QUANTUM-INSPIRED TENSORIZED EMBEDDING WITH APPLICATION TO NODE REPRESENTATION LEARNING

Abstract

Node representation learning a.k.a. network embedding (NE) is an essential technique for network analysis by representing nodes as vectors. Most existing NE algorithms require a O(p) space complexity for each node embedding (p is the final embedding vector size). Impressed and inspired by the large Hilbert space of quantum systems, we propose a brand new NE algorithm node2ket and its variant node2kek+ by imitating behaviors of quantum systems. Theoretically, we give analysis on how it unifies existing embedding methods including both conventional ones and tensorized ones, and prove that our methods achieve to use O(p 1/ ln p ln p) or even smaller space for each node embedding. We are the first to successfully conduct node embedding in the super large Hilbert space. Experiments are conducted on five public real-world networks where methods are evaluated through the tasks of network reconstruction, link prediction, and node classification.

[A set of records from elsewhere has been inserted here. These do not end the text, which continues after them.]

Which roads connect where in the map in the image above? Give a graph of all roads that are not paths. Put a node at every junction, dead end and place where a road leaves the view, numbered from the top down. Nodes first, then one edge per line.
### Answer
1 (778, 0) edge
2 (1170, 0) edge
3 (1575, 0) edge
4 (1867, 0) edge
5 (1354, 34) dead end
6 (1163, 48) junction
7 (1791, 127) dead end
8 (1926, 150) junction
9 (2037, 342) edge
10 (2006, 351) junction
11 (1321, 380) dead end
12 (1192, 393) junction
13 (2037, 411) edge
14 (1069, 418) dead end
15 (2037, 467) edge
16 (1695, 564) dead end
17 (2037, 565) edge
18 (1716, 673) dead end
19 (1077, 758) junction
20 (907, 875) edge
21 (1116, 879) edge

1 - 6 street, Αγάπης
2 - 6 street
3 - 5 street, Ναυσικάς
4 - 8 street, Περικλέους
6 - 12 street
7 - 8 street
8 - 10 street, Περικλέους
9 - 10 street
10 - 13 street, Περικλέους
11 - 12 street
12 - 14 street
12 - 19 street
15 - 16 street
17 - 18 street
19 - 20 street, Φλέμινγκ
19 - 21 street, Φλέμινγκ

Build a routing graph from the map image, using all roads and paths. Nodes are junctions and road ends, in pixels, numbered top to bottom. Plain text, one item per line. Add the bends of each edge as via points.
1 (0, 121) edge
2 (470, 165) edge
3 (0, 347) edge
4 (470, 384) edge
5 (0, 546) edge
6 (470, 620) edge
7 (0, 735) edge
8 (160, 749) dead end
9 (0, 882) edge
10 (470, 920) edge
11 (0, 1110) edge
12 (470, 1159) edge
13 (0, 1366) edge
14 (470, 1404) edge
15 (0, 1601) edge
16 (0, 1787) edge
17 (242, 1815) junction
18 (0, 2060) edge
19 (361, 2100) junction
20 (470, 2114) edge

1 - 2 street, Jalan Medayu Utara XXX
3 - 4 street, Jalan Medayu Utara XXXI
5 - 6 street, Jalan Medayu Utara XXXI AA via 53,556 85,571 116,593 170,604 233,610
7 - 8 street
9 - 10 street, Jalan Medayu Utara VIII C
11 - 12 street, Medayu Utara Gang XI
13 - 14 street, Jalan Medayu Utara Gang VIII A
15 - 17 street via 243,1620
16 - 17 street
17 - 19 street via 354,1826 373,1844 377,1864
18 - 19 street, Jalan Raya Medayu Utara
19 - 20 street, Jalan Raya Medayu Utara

On BlogCatalog, our method achieves to outperform all baselines with 1/32 training parameters and 1/16 running time on the same machine. On DBLP, the reconstruction precision of node2ket achieves to be 3 times higher than the best baseline i.e. LouvainNE. The source code will be publicly available. Hilbert space is a big place! -Carlton Morris Caves.

1. INTRODUCTION

Node representation learning, also known as network embedding (NE), has been well-studied in decades. Borrowing idea from word embedding in NLP, deepwalk (Perozzi et al., 2014) first proposes to learn node embeddings for downstream tasks by feeding random walk sequences to word2vec (Mikolov et al., 2013) . Afterward, numerous NE methods for different types of networks (e.g. heterogeneous/multiplex networks) and for different purposes (e.g. preserving structural similarity) are proposed (see Sec. 2 for more). Despite the great success, the existing NE methods still suffer from the high space complexity for storing/training the embeddings whose size grows linearly to the multiplication of the number of nodes and the embedding dimension (Xiong et al., 2022) (see Appendix A for details). As a result, there is difficulty in deploying these methods on memorylimited devices for privacy-sensitive computing e.g. recommender systems in social networks on mobile phones. Meanwhile, the expressiveness of the embedding vectors can be restricted. Recently, inspired by quantum mechanics, word2ket (Panahi et al., 2020) was proposed for compressive word embedding by imitating the behaviors of quantum bits in quantum systems. By tensor entanglement, word2ket achieves both a high compressive ratio and experimental results comparable to conventional embeddings. Though providing many insights in generating embeddings, word2ket still faces difficulties transferring to embedding problems in other fields such as node representation learning (Hamilton et al., 2017b) . These difficulties include: i) Word2ket generates embeddings from a fixed complete binary tree, which neglects the latent structure of the input data and hence brings challenges to learning embeddings for data with explicit structures (e.g. networks). ii) Word2ket adopts deep neural networks to decode the embedding and is trained in a supervised way, which is rather different from many embedding methods (Tang et al., 2015; Grover & Leskovec, 2016) that decode embeddings via simply inner product operation and train embeddings by optimizing the objective based on Noise Contrastive Estimation (NCE) (Gutmann & Hyvärinen, 2010) in a self-supervised (contrastive learning) style.